Antonio Filosa, presidente da Stellantis América do Sul, reconhece que o bom resultado de 2021 é devido a dois fatores: o primeiro foi a gestão da falta de semicondutores mais eficiente do que os concorrentes, o que permitiu continuar a produzir enquanto outras fábricas estavam paralisadas; e o segundo é a entrada da Fiat e da Jeep em faixas de maior lucratividade, com o lançamento dos novos SUVs Pulse e Commander.
Usando metade da capacidade de produção e vendendo 33% menos do que em 2019 (antes da pandemia), em um mercado de 2 milhões de veículos/ano os fabricantes estão registrando no Brasil resultados financeiros melhores do que tinham quando as vendas chegaram perto de 4 milhões.
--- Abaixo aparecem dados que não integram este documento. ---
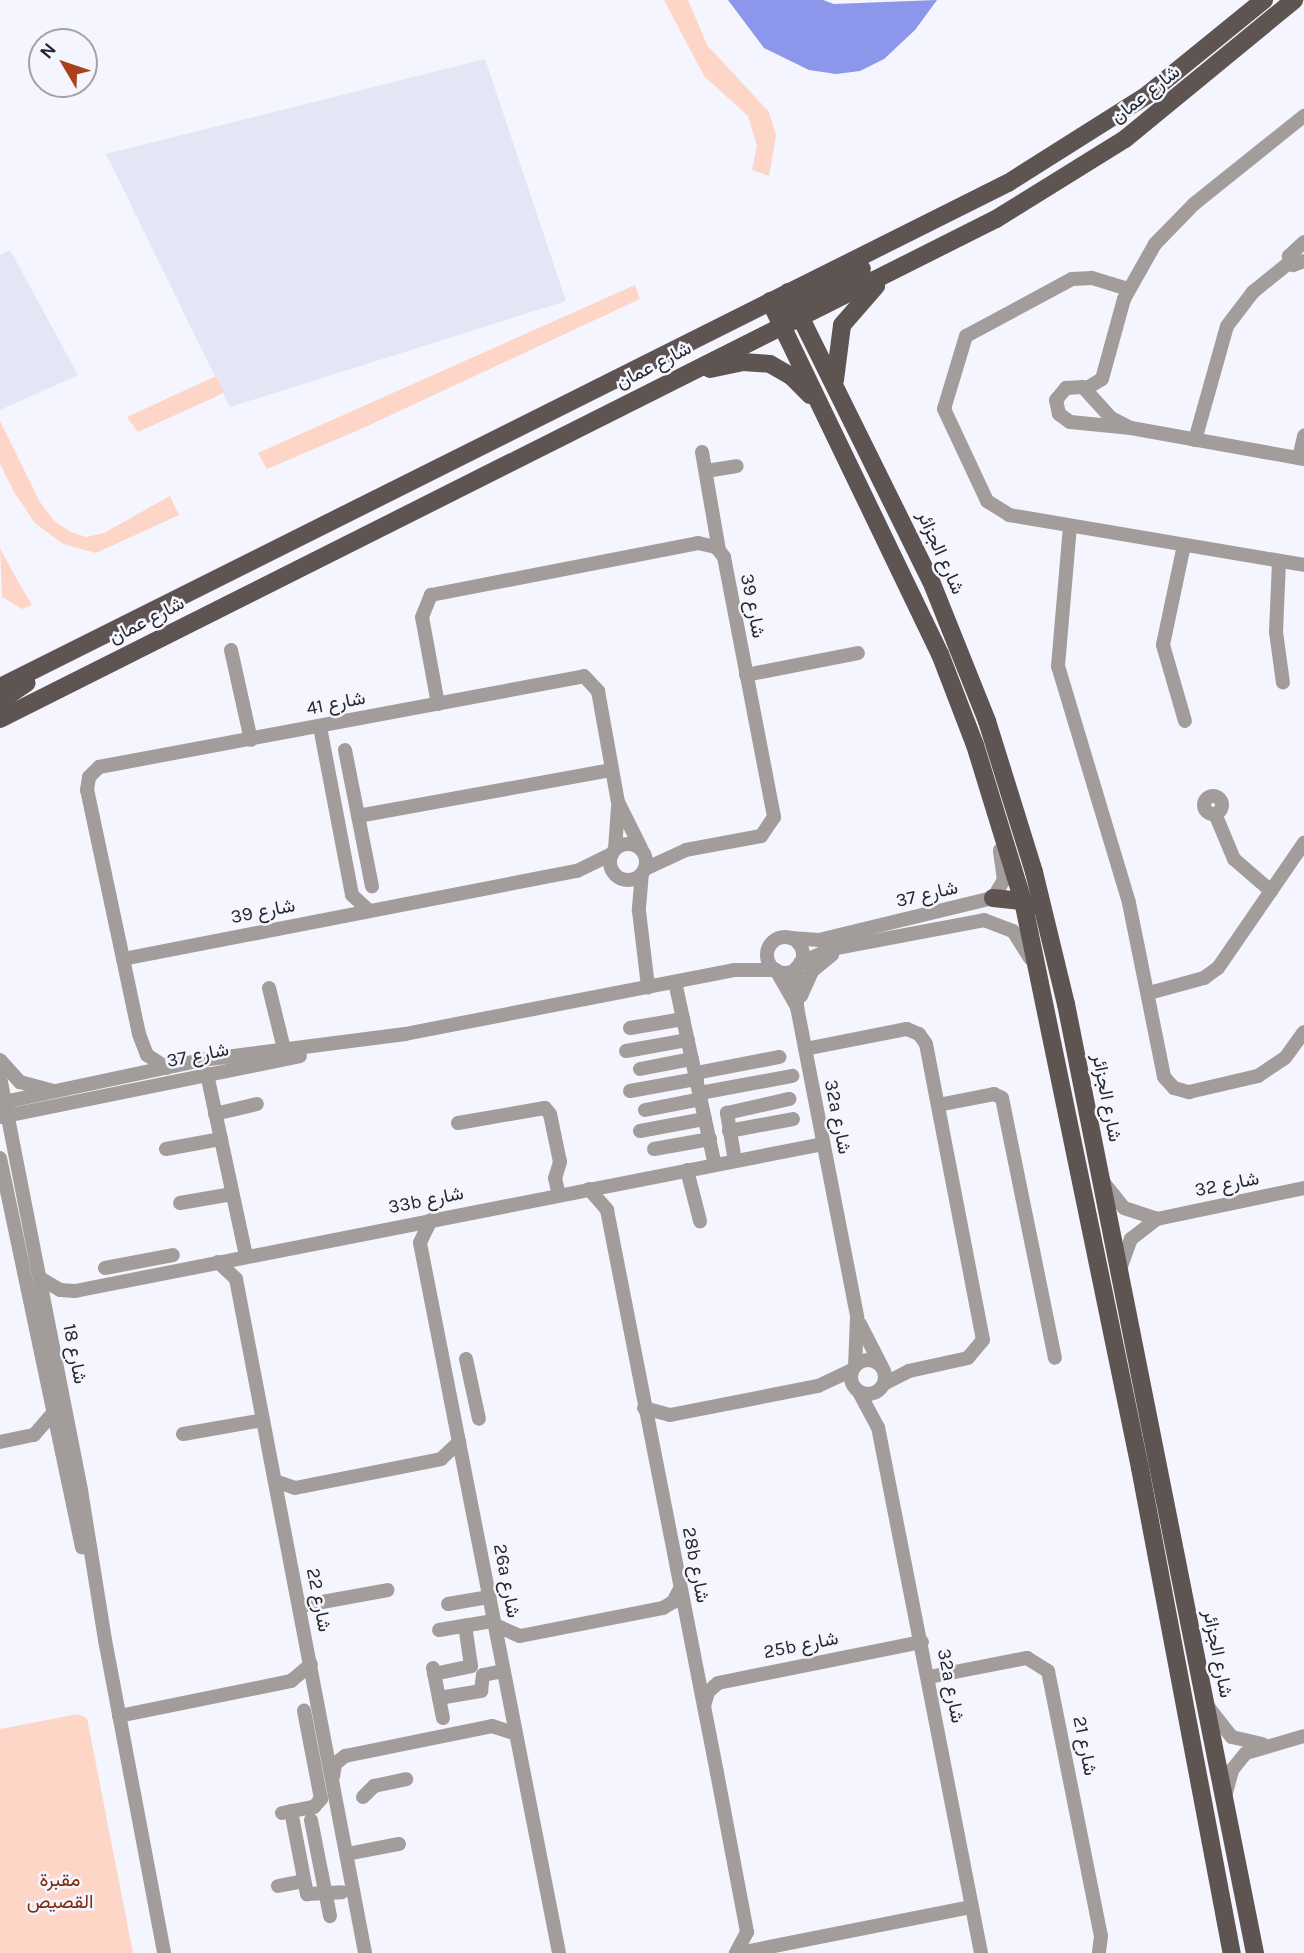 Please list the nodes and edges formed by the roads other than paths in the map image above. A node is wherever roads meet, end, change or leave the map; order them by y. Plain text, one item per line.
1 (1264, 0) edge
2 (1294, 0) edge
3 (1304, 116) edge
4 (1304, 242) edge
5 (1297, 261) edge
6 (890, 273) junction
7 (1128, 289) junction
8 (785, 307) junction
9 (1107, 364) junction
10 (686, 373) junction
11 (835, 383) junction
12 (1087, 388) junction
13 (646, 394) junction
14 (1103, 406) junction
15 (822, 408) junction
16 (1131, 428) junction
17 (1304, 436) edge
18 (1199, 440) junction
19 (702, 452) dead end
20 (1302, 458) edge
21 (737, 466) dead end
22 (706, 471) junction
23 (716, 526) junction
24 (1075, 526) junction
25 (704, 542) junction
26 (1179, 544) junction
27 (719, 550) junction
28 (1284, 562) junction
29 (1304, 565) edge
30 (231, 650) dead end
31 (858, 653) dead end
32 (47, 663) junction
33 (746, 675) junction
34 (1283, 683) dead end
35 (0, 687) edge
36 (0, 701) edge
37 (438, 704) junction
38 (0, 719) edge
39 (1185, 721) dead end
40 (320, 727) junction
41 (251, 740) junction
42 (326, 758) junction
43 (612, 770) junction
44 (618, 802) junction
45 (1216, 816) dead end
46 (359, 823) junction
47 (1001, 824) junction
48 (340, 831) junction
49 (1304, 843) edge
50 (640, 848) junction
51 (614, 852) junction
52 (644, 871) junction
53 (620, 878) junction
54 (372, 886) dead end
55 (1271, 891) junction
56 (993, 898) junction
57 (1023, 901) junction
58 (369, 911) junction
59 (639, 911) junction
60 (791, 938) junction
61 (857, 944) junction
62 (768, 951) junction
63 (123, 958) junction
64 (799, 965) junction
65 (734, 970) junction
66 (776, 970) junction
67 (675, 982) junction
68 (653, 986) junction
69 (1042, 986) junction
70 (269, 988) dead end
71 (1148, 988) junction
72 (796, 1007) junction
73 (684, 1019) junction
74 (630, 1028) dead end
75 (1304, 1032) edge
76 (139, 1034) junction
77 (405, 1034) junction
78 (688, 1040) junction
79 (284, 1049) junction
80 (804, 1049) junction
81 (626, 1051) dead end
82 (779, 1057) dead end
83 (0, 1060) edge
84 (167, 1068) junction
85 (640, 1069) dead end
86 (207, 1074) junction
87 (792, 1076) dead end
88 (0, 1077) edge
89 (119, 1079) junction
90 (697, 1081) junction
91 (630, 1091) dead end
92 (62, 1092) junction
93 (789, 1099) dead end
94 (257, 1104) dead end
95 (938, 1105) junction
96 (3, 1109) edge
97 (645, 1110) dead end
98 (215, 1114) junction
99 (705, 1119) junction
100 (793, 1119) dead end
101 (458, 1123) dead end
102 (640, 1131) dead end
103 (729, 1131) junction
104 (220, 1139) junction
105 (710, 1139) junction
106 (823, 1144) junction
107 (1094, 1145) junction
108 (166, 1149) dead end
109 (654, 1149) dead end
110 (0, 1158) edge
111 (735, 1161) junction
112 (715, 1165) junction
113 (687, 1170) junction
114 (1102, 1181) junction
115 (1304, 1188) edge
116 (589, 1189) junction
117 (232, 1194) junction
118 (559, 1195) junction
119 (180, 1203) dead end
120 (1157, 1219) junction
121 (431, 1220) junction
122 (700, 1221) dead end
123 (173, 1255) dead end
124 (246, 1256) junction
125 (139, 1261) junction
126 (218, 1262) junction
127 (105, 1268) dead end
128 (1120, 1270) junction
129 (142, 1277) junction
130 (40, 1278) junction
131 (857, 1317) junction
132 (1055, 1357) dead end
133 (466, 1359) dead end
134 (881, 1365) junction
135 (853, 1368) junction
136 (471, 1386) junction
137 (882, 1386) junction
138 (448, 1391) junction
139 (859, 1391) junction
140 (644, 1408) junction
141 (53, 1413) junction
142 (479, 1419) dead end
143 (263, 1420) junction
144 (878, 1427) junction
145 (183, 1434) dead end
146 (29, 1436) junction
147 (0, 1442) edge
148 (459, 1442) junction
149 (61, 1451) junction
150 (275, 1480) junction
151 (680, 1589) junction
152 (388, 1590) dead end
153 (489, 1597) junction
154 (448, 1604) dead end
155 (300, 1606) junction
156 (494, 1623) junction
157 (465, 1625) junction
158 (439, 1630) dead end
159 (104, 1640) junction
160 (922, 1642) junction
161 (311, 1664) junction
162 (503, 1671) junction
163 (929, 1677) junction
164 (439, 1698) junction
165 (1205, 1700) junction
166 (704, 1707) junction
167 (304, 1711) dead end
168 (119, 1716) junction
169 (443, 1718) dead end
170 (516, 1734) junction
171 (1304, 1736) edge
172 (1262, 1744) junction
173 (332, 1778) junction
174 (407, 1779) dead end
175 (347, 1803) junction
176 (1225, 1808) junction
177 (289, 1816) junction
178 (312, 1820) junction
179 (399, 1844) dead end
180 (347, 1854) junction
181 (323, 1861) junction
182 (301, 1864) junction
183 (304, 1881) junction
184 (278, 1886) dead end
185 (342, 1892) dead end
186 (326, 1895) junction
187 (972, 1907) junction
188 (330, 1916) dead end
189 (771, 1950) edge
190 (164, 1953) edge
191 (365, 1953) edge
192 (559, 1953) edge
193 (738, 1953) edge
194 (981, 1953) edge
195 (1099, 1953) edge
196 (1232, 1953) edge
197 (1255, 1953) edge

1 - 8 main road, شارع عمان
2 - 6 main road, شارع عمان
3 - 7 street
4 - 5 street
5 - 18 street
6 - 8 main road, شارع عمان
6 - 11 main road
7 - 9 street
7 - 24 street
8 - 10 main road, شارع عمان
8 - 11 main road, شارع الجزائر
8 - 13 main road
8 - 15 main road, شارع الجزائر
8 - 32 main road, شارع عمان
9 - 12 street
9 - 14 street
10 - 13 main road, شارع عمان
10 - 15 main road
11 - 107 main road, شارع الجزائر
12 - 14 street
12 - 16 street
13 - 38 main road, شارع عمان
14 - 16 street
15 - 47 main road, شارع الجزائر
16 - 18 street
17 - 20 street
18 - 20 street
19 - 22 street, شارع 39
21 - 22 street
22 - 23 street, شارع 39
23 - 25 street
23 - 27 street, شارع 39
24 - 26 street
24 - 71 street
25 - 27 street
25 - 37 street
26 - 28 street
26 - 39 street
27 - 33 street, شارع 39
28 - 29 street
28 - 34 street
30 - 41 street
31 - 33 street
32 - 35 main road, شارع عمان
32 - 36 main road
33 - 52 street, شارع 39
37 - 40 street, شارع 41
37 - 43 street, شارع 41
40 - 41 street, شارع 41
40 - 42 street
41 - 63 street, شارع 41
42 - 46 street
42 - 48 street
43 - 44 street
43 - 46 street
44 - 50 street
44 - 51 street
45 - 55 street
46 - 48 street
46 - 54 street
47 - 56 street
47 - 57 main road, شارع الجزائر
48 - 58 street
49 - 55 street
50 - 51 street
50 - 52 street
51 - 53 street
51 - 58 street, شارع 39
52 - 53 street
52 - 59 street
53 - 59 street
55 - 71 street
56 - 57 main road
56 - 60 street, شارع 37
57 - 69 main road, شارع الجزائر
57 - 107 main road
58 - 63 street, شارع 39
59 - 68 street
60 - 62 street
60 - 64 street
61 - 64 street, شارع 37
61 - 69 street, شارع 37
61 - 72 street
62 - 65 street, شارع 37
62 - 66 street
63 - 76 street
64 - 66 street
64 - 72 street, 32a شارع
65 - 66 street, شارع 37
65 - 67 street, شارع 37
66 - 72 street, 32a شارع
67 - 68 street, شارع 37
67 - 73 street
68 - 77 street, شارع 37
69 - 196 main road, شارع الجزائر
70 - 79 street
71 - 75 street
72 - 80 street, 32a شارع
73 - 74 street
73 - 78 street
76 - 84 street
76 - 89 street
77 - 79 street, شارع 37
77 - 86 street, شارع 37
78 - 81 street
78 - 90 street
79 - 84 street, شارع 37
80 - 95 street
80 - 106 street, 32a شارع
82 - 90 street
83 - 92 street
84 - 89 street, شارع 37
85 - 90 street
86 - 96 street, شارع 37
86 - 98 street
87 - 90 street
88 - 96 street, شارع 18
89 - 92 street, شارع 37
90 - 91 street
90 - 97 street
90 - 99 street
92 - 96 street, شارع 37
93 - 103 street
94 - 98 street
95 - 132 street
95 - 137 street
96 - 130 street, شارع 18
98 - 104 street
99 - 102 street
99 - 105 street
100 - 103 street
101 - 118 street
103 - 111 street
104 - 108 street
104 - 117 street
105 - 109 street
105 - 112 street
106 - 111 street, 33b شارع
106 - 131 street, 32a شارع
107 - 114 main road, شارع الجزائر
110 - 141 street, شارع 18
111 - 112 street, 33b شارع
112 - 113 street, 33b شارع
113 - 116 street, 33b شارع
113 - 122 street
114 - 120 street
114 - 128 main road, شارع الجزائر
115 - 120 street, شارع 32
116 - 118 street, 33b شارع
116 - 140 street, 28b شارع
117 - 119 street
117 - 124 street
118 - 121 street, 33b شارع
120 - 128 street, شارع 32
121 - 124 street, 33b شارع
121 - 138 street, 26a شارع
123 - 125 street
124 - 126 street, 33b شارع
125 - 127 street
125 - 129 street
126 - 129 street, 33b شارع
126 - 143 street, شارع 22
128 - 165 main road, شارع الجزائر
129 - 130 street, 33b شارع
130 - 159 street, شارع 18
131 - 134 street, 32a شارع
131 - 135 street, 32a شارع
133 - 136 street
134 - 135 street
134 - 137 street
135 - 139 street
135 - 140 street
136 - 138 street
136 - 142 street
137 - 139 street
137 - 144 street, 32a شارع
138 - 148 street, 26a شارع
139 - 144 street, 32a شارع
140 - 151 street, 28b شارع
141 - 146 street
141 - 149 street, شارع 18
143 - 145 street
143 - 150 street, شارع 22
144 - 160 street, 32a شارع
146 - 147 street
146 - 149 street
148 - 150 street
148 - 153 street, 26a شارع
149 - 159 street, شارع 18
150 - 155 street, شارع 22
151 - 156 street
151 - 166 street, 28b شارع
152 - 155 street
153 - 154 street
153 - 156 street, 26a شارع
155 - 161 street, شارع 22
156 - 157 street
156 - 162 street, 26a شارع
157 - 158 street
157 - 164 street
159 - 168 street, شارع 18
160 - 163 street, 32a شارع
160 - 166 street, 25b شارع
161 - 168 street
161 - 173 street, شارع 22
162 - 164 street
162 - 170 street, 26a شارع
163 - 187 street, 32a شارع
163 - 195 street, شارع 21
164 - 169 street
165 - 172 street
165 - 176 main road, شارع الجزائر
166 - 193 street, 28b شارع
167 - 177 street
168 - 190 street, شارع 18
170 - 173 street
170 - 192 street, 26a شارع
171 - 172 street
172 - 176 street
173 - 175 street, شارع 22
174 - 175 street
175 - 178 street
175 - 180 street, شارع 22
176 - 197 main road, شارع الجزائر
177 - 178 street
177 - 182 street
178 - 181 street
179 - 180 street
180 - 191 street, شارع 22
181 - 182 street
181 - 186 street
182 - 183 street
183 - 184 street
183 - 186 street
185 - 186 street
186 - 188 street
187 - 189 street
187 - 194 street, 32a شارع
189 - 193 street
Comprovou-se que focar esforços nos consumidores mais abastados, que em média pagam R$ 130 mil por um carro no Brasil, dá mais resultado, reduz problemas de produção e custos, mantém o caixa positivo.
Essa estratégia começou antes da pandemia, mas ainda não está claro ainda o quanto ela é sustentável ao longo do tempo – ou quando o mercado vai cair o suficiente para fazer os preços recuarem ao nível do poder aquisitivo médio dos brasileiros, que não conseguem mais pagar pelos piores carros mais caros do mundo.
Com a visita do CEO global do Grupo Stellantis, Carlos Tavares, à fábrica de Porto Real (RJ), entrou em produção comercial semana passada o novo Citroën C3, hatch com cara de mini-SUV que começa a ser vendido mês que vem no Brasil.
Após anos de ociosidade e incertezas quanto ao futuro, a planta de Porto Real, que atualmente também produz o Peugeot 2008 e o Citroën C4 Cactus, renasce com o novo C3.
A linha recebeu investimentos de R$ 230 milhões para fabricar o primeiro carro no Brasil sobre uma variante simplificada (leia-se mais barata) da plataforma global CMP, desenvolvida no meio da década passada pela PSA, desde 2021 unida com a FCA no Grupo Stellantis.
Após seis anos sem representação oficial no Brasil, a Aston Martin está de volta. A UK Motors, sociedade dos irmãos Henry e Marcel Visconde que já representa a McLaren por aqui, investiu cerca de R$ 6 milhões para trazer ao mercado brasileiro sua segunda marca inglesa de carros superesportivos.
A primeira e única concessionária brasileira da Aston Martin, com showroom e oficina, foi inaugurada semana passada no Itaim Bibi, em São Paulo, com expectativa de vender de 30 a 40 unidades por ano. A loja vai oferecer todos os modelos da marca, por preços fixados em dólares que começam em US$ 430 mil (Vantage) e sobem a US$ 950 mil (DBS).
A Aston Martin São Paulo foi instalada em uma porção separada por uma parede da área da concessionária Audi Eurobike, rede de carros de luxo que pertence a Henry Visconde e também tem franquias da BMW, Mini, Porsche e BYD. Eventualmente, os clientes Aston Martin poderão recorrer à assistência da rede Eurobike e da Stuttgart, revenda Porsche de Marcel Visconde.
Em preparação para iniciar a produção do primeiro chassi de ônibus urbano elétrico na fábrica de São Bernardo do Campo (SP), a Mercedes-Benz revelou que já tem 100 pedidos para o eO500U, exatamente no meio da expectativa que era de vender de 50 a 150 unidades no primeiro ano.
Segundo o fabricante, que investiu R$ 100 milhões para produzir o eO500U no Brasil, as entregas das unidades encomendadas serão feitas entre o fim deste ano e começo de 2023.
O modelo usa eixo trativo elétrico da ZF de 250 cv e tem autonomia de até 250 km. É uma versão a bateria do chassi urbano Padron 4x2, que pode receber carrocerias de transporte urbano de até 13,2 metros de comprimento, piso baixo e capacidade para até 83 passageiros.